3.2.1. AMQ Streams API version

Debezium runs on AMQ Streams 2.3.

AMQ Streams supports the v1beta2 API version, which updates the schemas of the AMQ Streams custom resources. Older API versions are deprecated. After you upgrade to AMQ Streams 1.7, but before you upgrade to AMQ Streams 1.8 or later, you must upgrade your custom resources to use API version v1beta2.

For more information, see the Debezium User Guide.

3.3. Debezium installation options

You can install Debezium with AMQ Streams on OpenShift or on Red Hat Enterprise Linux:

3.4. Upgrading Debezium from version 1.x to 2.1.4

The current version of Debezium includes changes that require you to follow specific steps when you upgrade from an earlier version. For more information, refer to the list of breaking changes and the upgrade procedure.

3.4.1. Upgrading connectors to Debezium 2.1.4

Debezium 2.1.4 is the first Red Hat release of a new Debezium major release version. Some of the changes in the Debezium 2.1.4 are not backward-compatible with previous versions of Debezium. As a result, to preserve data and ensure continued operation when you upgrade from Debezium 1.x versions to 2.1.4, you must complete some manual steps during the upgrade process.

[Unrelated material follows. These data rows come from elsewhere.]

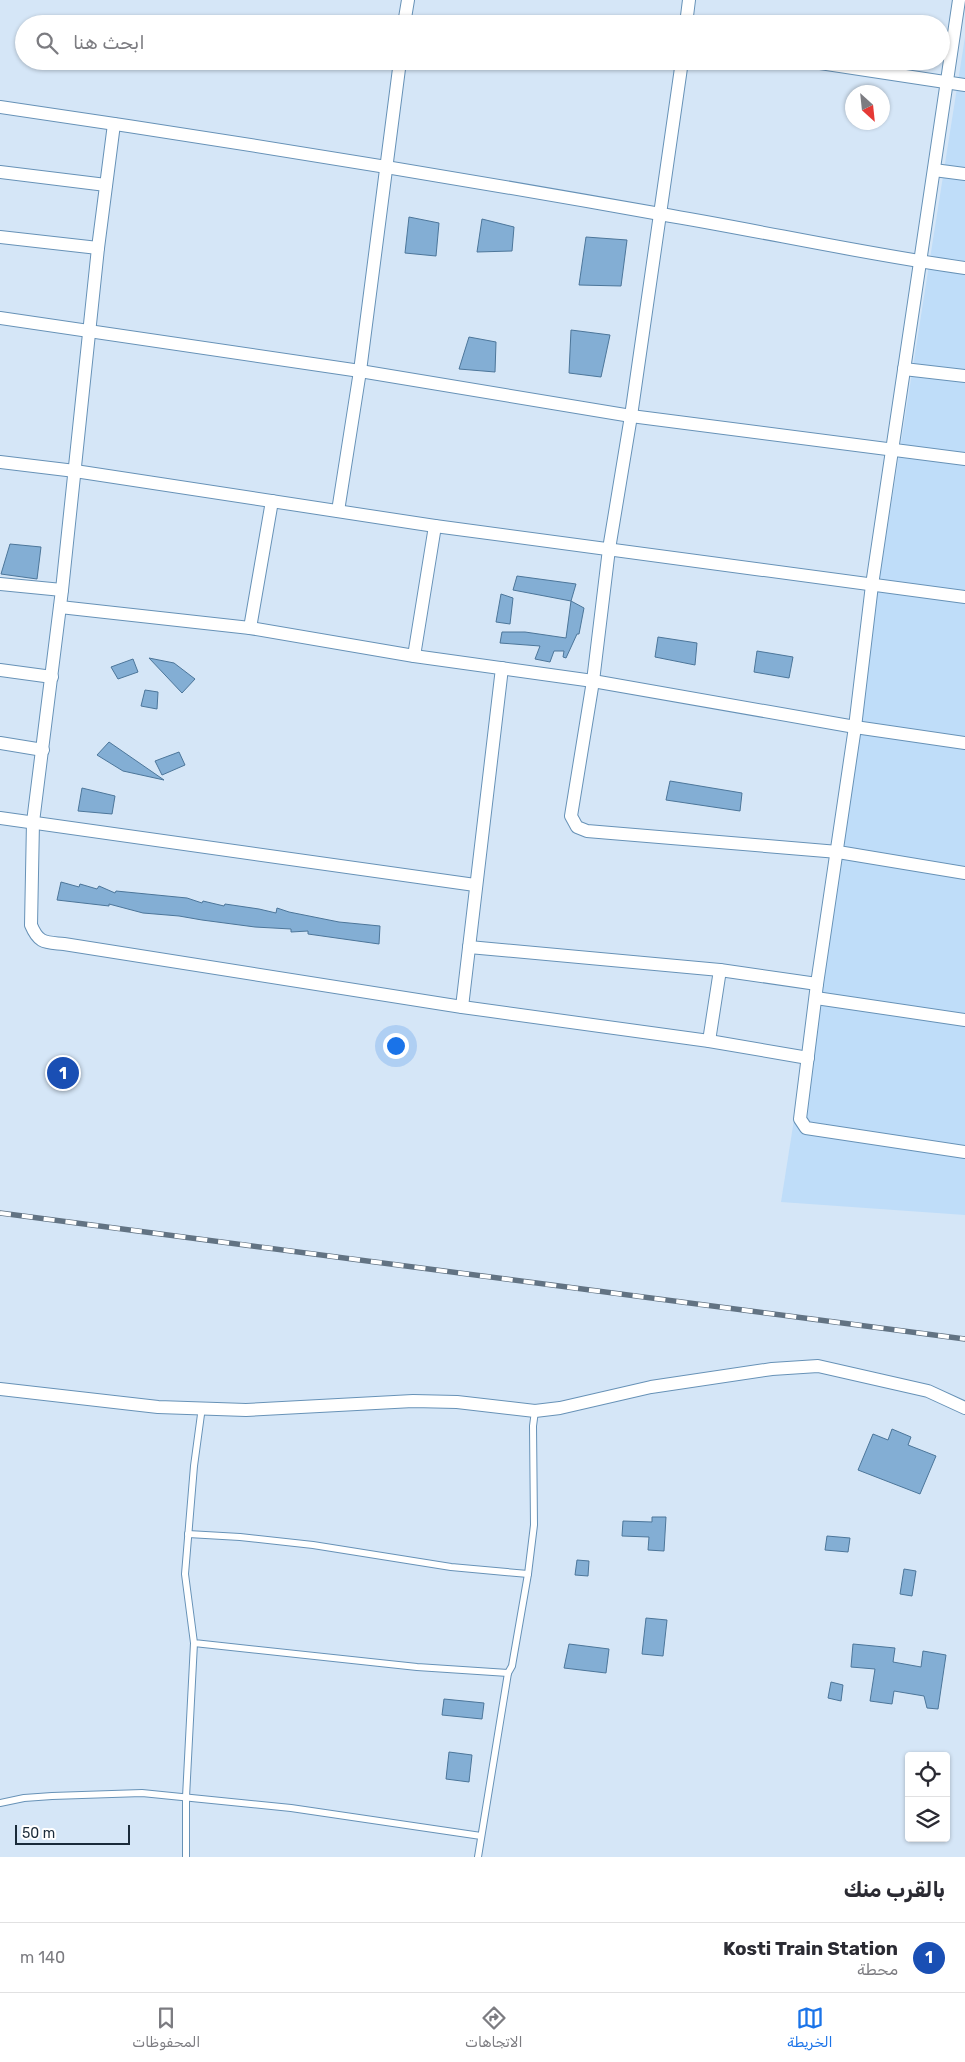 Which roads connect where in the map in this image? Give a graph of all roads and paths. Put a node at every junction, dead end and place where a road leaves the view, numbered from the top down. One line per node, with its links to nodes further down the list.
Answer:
1 (408, 0): 4 (street)
2 (689, 0): 5 (street)
3 (959, 0): 6 (street)
4 (406, 15)
5 (687, 15)
6 (950, 62)
7 (399, 70): 15 (street)
8 (681, 70): 20 (street)
9 (864, 70): 11 (street)
10 (949, 70): 11 (street)
11 (947, 83): 12 (street); 16 (street)
12 (965, 85)
13 (0, 107): 14 (street)
14 (114, 124): 15 (street); 19 (street)
15 (386, 168): 20 (street); 28 (street)
16 (934, 170): 18 (street); 23 (street)
17 (0, 172): 19 (street)
18 (965, 174)
19 (106, 185): 22 (street)
20 (661, 214): 23 (street); 30 (street)
21 (0, 237): 22 (street)
22 (98, 248): 26 (street)
23 (919, 261): 24 (street); 27 (street)
24 (965, 268)
25 (0, 318): 26 (street)
26 (89, 333): 28 (street); 34 (street)
27 (904, 369): 29 (street); 31 (street)
28 (360, 371): 30 (street); 36 (street)
29 (965, 376)
30 (631, 416): 31 (street); 38 (street)
31 (894, 449): 32 (street); 40 (street)
32 (965, 459)
33 (0, 462): 34 (street)
34 (75, 471): 35 (street); 41 (street)
35 (272, 501): 36 (street); 44 (street)
36 (338, 511): 37 (street)
37 (435, 526): 38 (street); 45 (street)
38 (609, 549): 40 (street); 49 (street)
39 (0, 584): 41 (street)
40 (872, 585): 42 (street); 50 (street)
41 (62, 590): 43 (street)
42 (965, 597)
43 (60, 607): 44 (street); 48 (street)
44 (250, 628): 45 (street)
45 (414, 656): 46 (street)
46 (502, 668): 49 (street); 58 (street)
47 (0, 670): 48 (street)
48 (52, 677): 53 (street)
49 (593, 681): 50 (street); 56 (street)
50 (855, 727): 52 (street); 56 (street)
51 (0, 743): 53 (street)
52 (965, 743)
53 (43, 750): 55 (street)
54 (0, 818): 55 (street)
55 (33, 822): 58 (street); 63 (street)
56 (838, 852): 57 (street); 61 (street)
57 (965, 873)
58 (475, 885): 59 (street)
59 (469, 947): 60 (street); 63 (street)
60 (720, 970): 61 (street); 65 (street)
61 (817, 984): 62 (street)
62 (816, 998): 64 (street); 66 (street)
63 (462, 1007): 65 (street)
64 (965, 1020)
65 (709, 1041): 66 (street)
66 (808, 1058): 67 (street)
67 (965, 1152)
68 (0, 1389): 69 (street)
69 (202, 1407): 71 (street); 72 (lane)
70 (965, 1408): 71 (street)
71 (535, 1411): 73 (lane)
72 (188, 1534): 73 (lane); 74 (lane)
73 (528, 1574): 75 (lane)
74 (194, 1643): 75 (lane); 76 (lane)
75 (508, 1673): 78 (lane)
76 (186, 1797): 77 (lane); 78 (lane); 79 (lane)
77 (0, 1803)
78 (481, 1836): 80 (lane)
79 (186, 1857)
80 (478, 1857)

One significant change is that the names of some connector parameters have changed. To accommodate these changes, review the configuration properties updates, and note the properties that are present in your connector configuration. Before you upgrade, edit the configuration of each Debezium connector to add the new names of any changed properties. Before you upgrade, edit the configuration of any 1.x connector instances so that both the old and new property names are present. After the upgrade, you can remove the old configuration options.

Prerequisites

  • Debezium is now compatible with Kafka versions up to 3.3.1. This is the default Kafka version in AMQ Streams 2.3.
  • The Java 11 runtime is required and must be available prior to upgrading. AMQ Streams 2.3 supports Java 11. Use Java 11 when developing new applications. Java 11 enables use of recent language updates, such as the new String API and changes in predicate support, while also benefiting from Java performance improvements. Java 8 is no longer supported in AMQ Streams 2.3.
  • Check the backward-incompatible changes in the Breaking changes list.
  • Verify that your environment complies with the Debezium 2.1.4 Supported Configurations.

Procedure

  1. From the OpenShift console, review the Kafka Connector YAML to identify the connector configuration that are no longer valid in Debezium 2.1.4. Refer to Table 3.1, “Updates to connector configuration properties” for details.
  2. Edit the configuration to add the 2.x equivalents for the properties that you identify in Step 1, so that both the old and new property names are present. Set the values of the new properties to the values that were previously specified for the old properties.
  3. From the OpenShift console, stop Kafka Connect to gracefully stop the connector.
  4. From the OpenShift console, edit the Kafka Connect image YAML to reference the Debezium 2.1.4.Final version of the connector zip file.
  5. From the OpenShift console, edit the Kafka Connector YAML to remove any configuration options that are no longer valid for your connector.
  6. Adjust your application’s storage dependencies, as needed, depending on the storage module implementation dependencies in your code. See Changes to Debezium storage in the list of Breaking changes.
  7. Restart Kafka Connect to start the connector. After you restart the connector, the 2.1.4.Final connector continues to process events from the point at which you stopped the connector before the upgrade. Change events records that the connector wrote to Kafka before the upgrade are not modified.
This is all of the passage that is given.